#瞳の輝き
地は混沌であって、闇が深淵の面にあり、
神の霊が水の面を動いていた。神は言われた。
「光あれ。」 (創世記1:2−3)
+わたしの好きなフォークソング歌手に、さだまさしがいます。
この人の歌に「風に立つライオン」というのがあります。ケニ
アのナイロビで海外医療協力隊員として働いている青年医師の
もとに、昔付き合っていた恋人から突然手紙が届き、それに対
して書いた返事を歌にしたものです。さだは歌います。
……
三年の間あちらこちらを廻り
その感動を君と分けたいと思ったことがたくさんありました。
ビクトリア湖の朝焼け、
百万羽のフラミンゴが一斉に飛び発つ時暗くなる空や
キリマンジャロの白い雪、草原の像のシルエット
何より僕の患者の瞳の美しさ
この偉大な自然の中で病と向かい合えば
神さまについて ヒトについて 考えるものですね
やはり僕たちの国は残念だけれど
何か大切な処で道を間違えたようですね。
……
+ここにはアジアやアフリカの貧しい国々で援助活動をしてきた
多くの人々が、等しく口にする経験が歌われています。
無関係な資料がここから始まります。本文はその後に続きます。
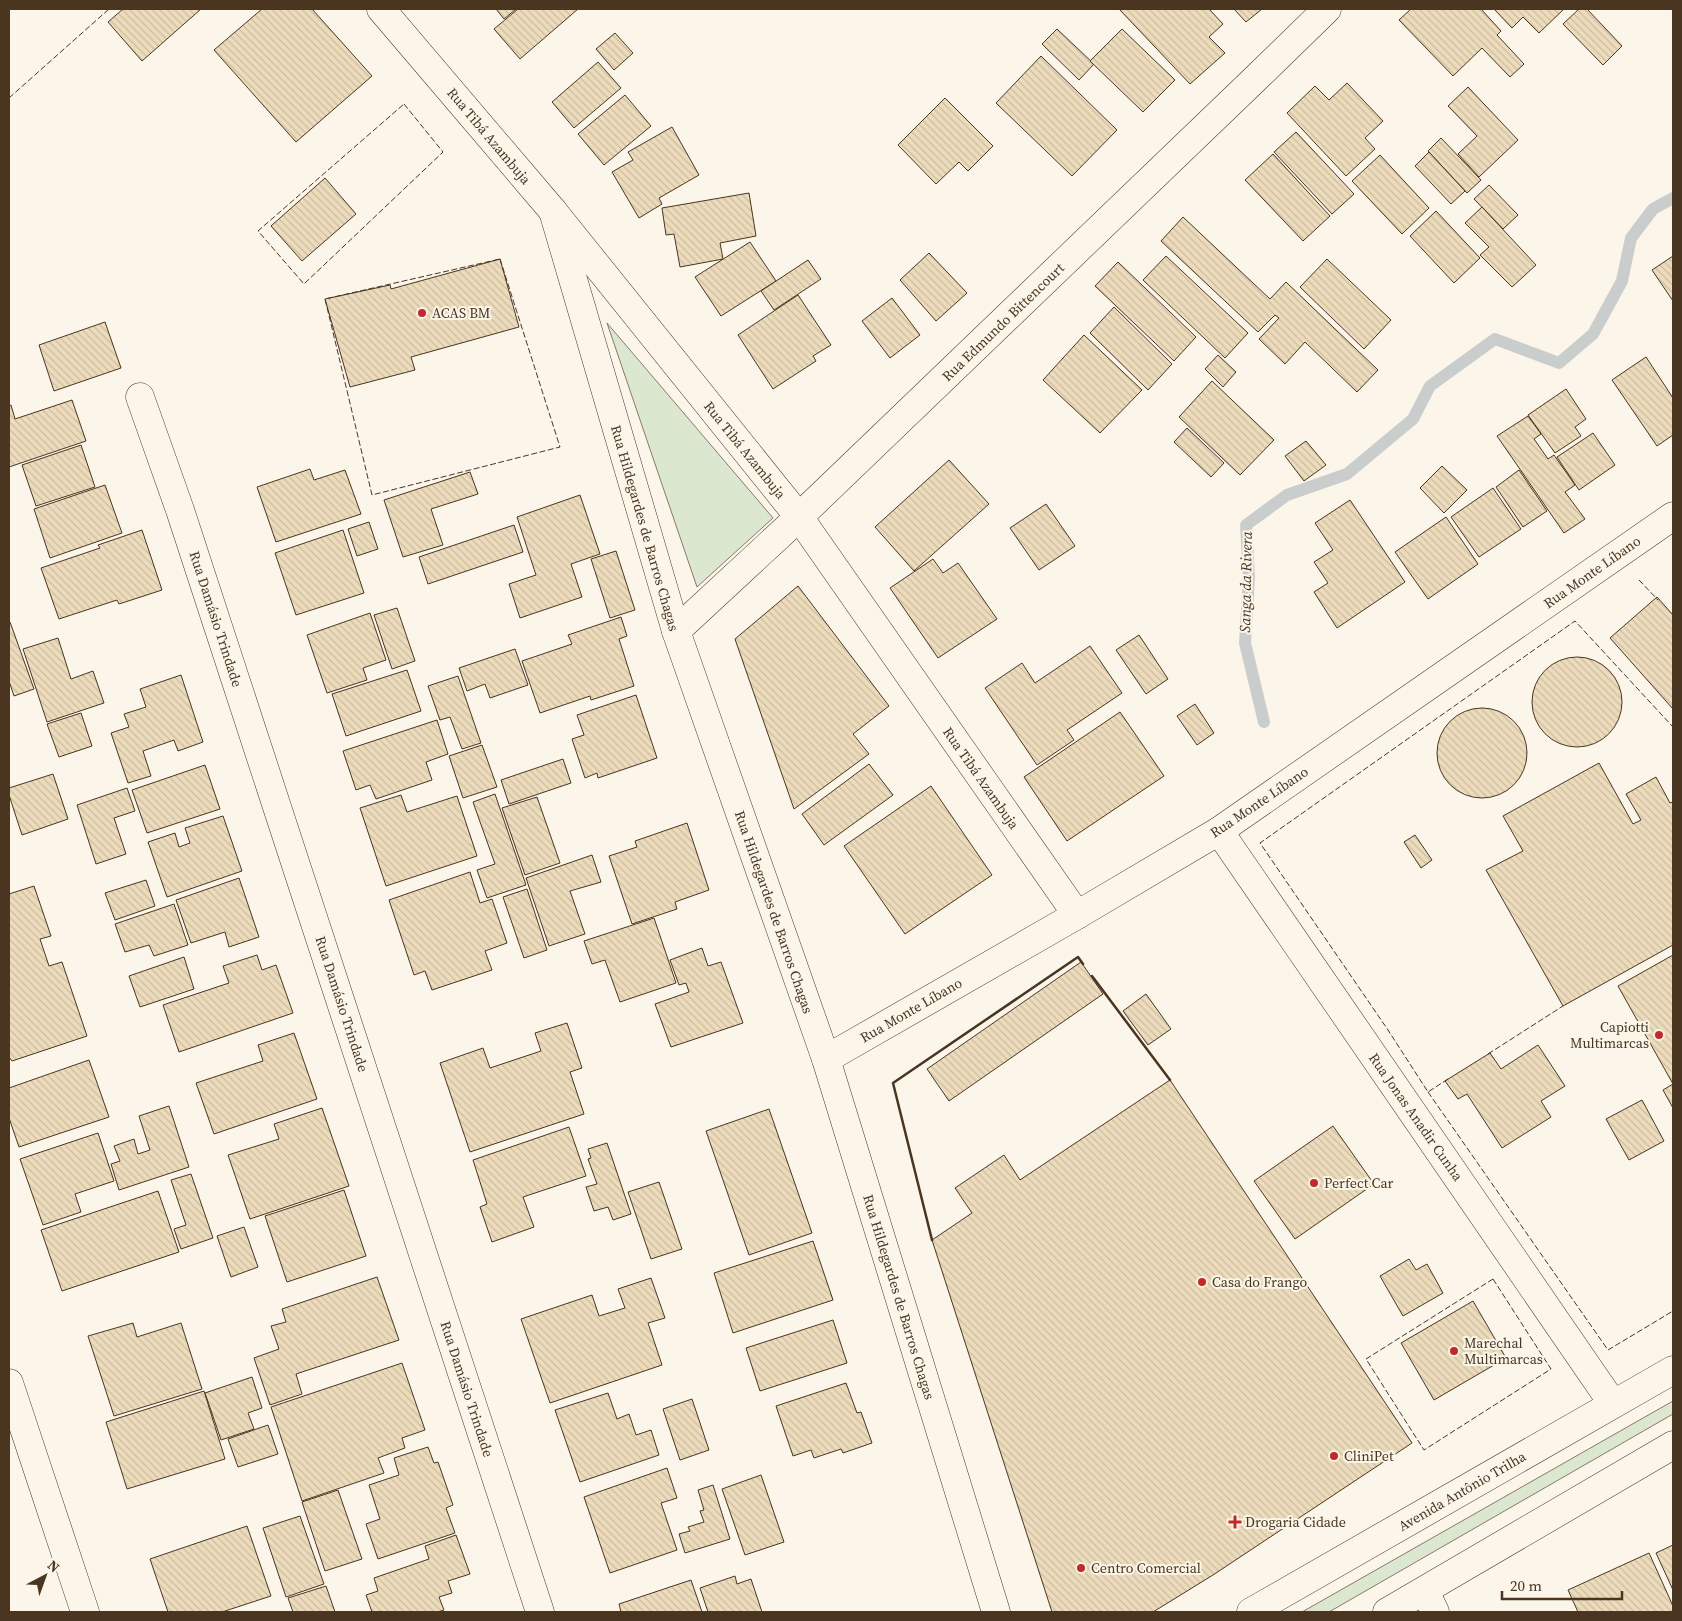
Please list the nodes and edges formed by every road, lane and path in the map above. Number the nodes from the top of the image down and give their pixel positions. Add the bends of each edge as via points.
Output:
1 (381, 9) edge
2 (1327, 9) edge
3 (553, 211) junction
4 (140, 397) dead end
5 (1673, 516) edge
6 (799, 517) junction
7 (676, 631) junction
8 (1218, 831) junction
9 (1077, 915) junction
10 (826, 1059) junction
11 (1673, 1370) edge
12 (9, 1383) edge
13 (1613, 1404) junction
14 (1673, 1446) edge
15 (1430, 1601) edge
16 (85, 1612) edge
17 (540, 1612) edge
18 (996, 1612) edge
19 (1251, 1612) edge
20 (1387, 1612) edge

1 - 3 street, Rua Tibá Azambuja
2 - 6 street, Rua Edmundo Bittencourt
3 - 6 street, Rua Tibá Azambuja
3 - 7 street, Rua Hildegardes de Barros Chagas
4 - 17 street, Rua Damásio Trindade via 180,510
5 - 8 street, Rua Monte Líbano
6 - 7 street, Rua Edmundo Bittencourt
6 - 9 street, Rua Tibá Azambuja
7 - 10 street, Rua Hildegardes de Barros Chagas
8 - 9 street, Rua Monte Líbano
8 - 13 street, Rua Jonas Anadir Cunha
9 - 10 street, Rua Monte Líbano
10 - 18 street, Rua Hildegardes de Barros Chagas
11 - 13 street, Avenida Antônio Trilha
12 - 16 street
13 - 19 street, Avenida Antônio Trilha
14 - 15 street
15 - 20 street

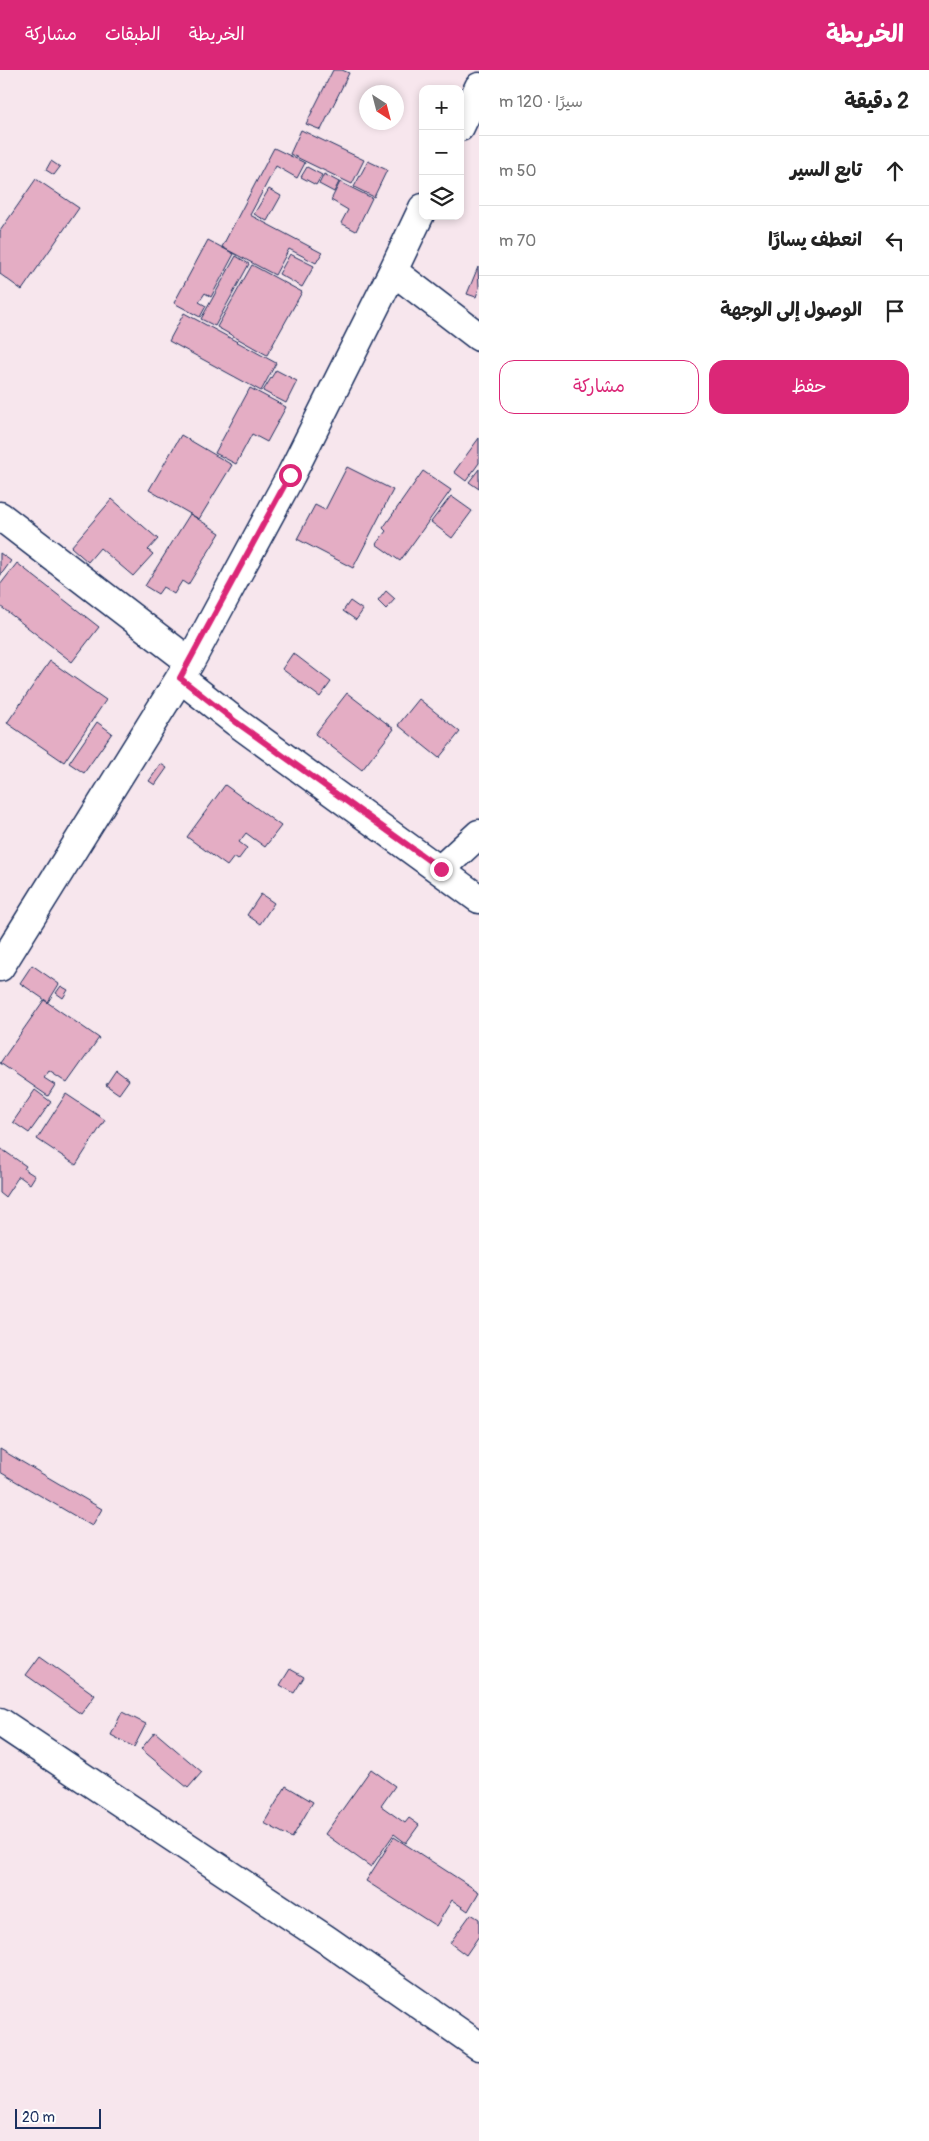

その瞳
の輝きは、「ビクトリア湖の朝焼け、百万羽のフラミンゴが一
斉に飛び発つ時暗くなる空や/キリマンジャロの白い雪、草原
の像のシルエット」よりもはるかに美しいと。
+精神科医神谷美恵子さんは『人間を見つめて』という本を、
「戦後二十五年のあいだ、日本では物はゆたかになったが、心
はかえって飢えている…」と書き始めました。この言葉は、さ
だの歌と重なるのです。豊かさの中で、とらえどこのない空し
さが人々の心に巣くっているのです。若者たちはもうとっくに
大人たちの作ったものの先を見てしまっているのです。
+ゆたかなの中でなぜ心は飢えるのでしょうか。人間の心が「こ
の世をみたす不思議に対して何も感じなく」なってしまったの
です。心理学者はこの心を〈アパシー〉と名づけました。無関
心症候群と呼んだのです
+「私が当時も今も痛感しているのはただ精神の危機である。私
は現実に進行しているのは、生の無意味さの暴露であると思う
そして精神がそれにたいし、普遍的な価値の創造でもって対抗
していないことである。」真継伸彦は『破局の予兆の前で』で
こう語りました。
+生の無意味さ、つまらなさ、それは創世記1章を記した記者が
生きていた時代の特徴でした。この人も生の無意味さの中で生
きていたのです。それは1章2節のみ言葉に描かれています。
「地は混沌であって、闇が深淵の面にあり、強風(神の霊)が
水の面を動いていた。」
+み言葉は、この混沌に向かって神が「光あれ」と語られたと記
します。聖書は、生の無意味さを真正面に見据え、それに対し
て普遍的価値の創造でもって対抗しようとしているのです。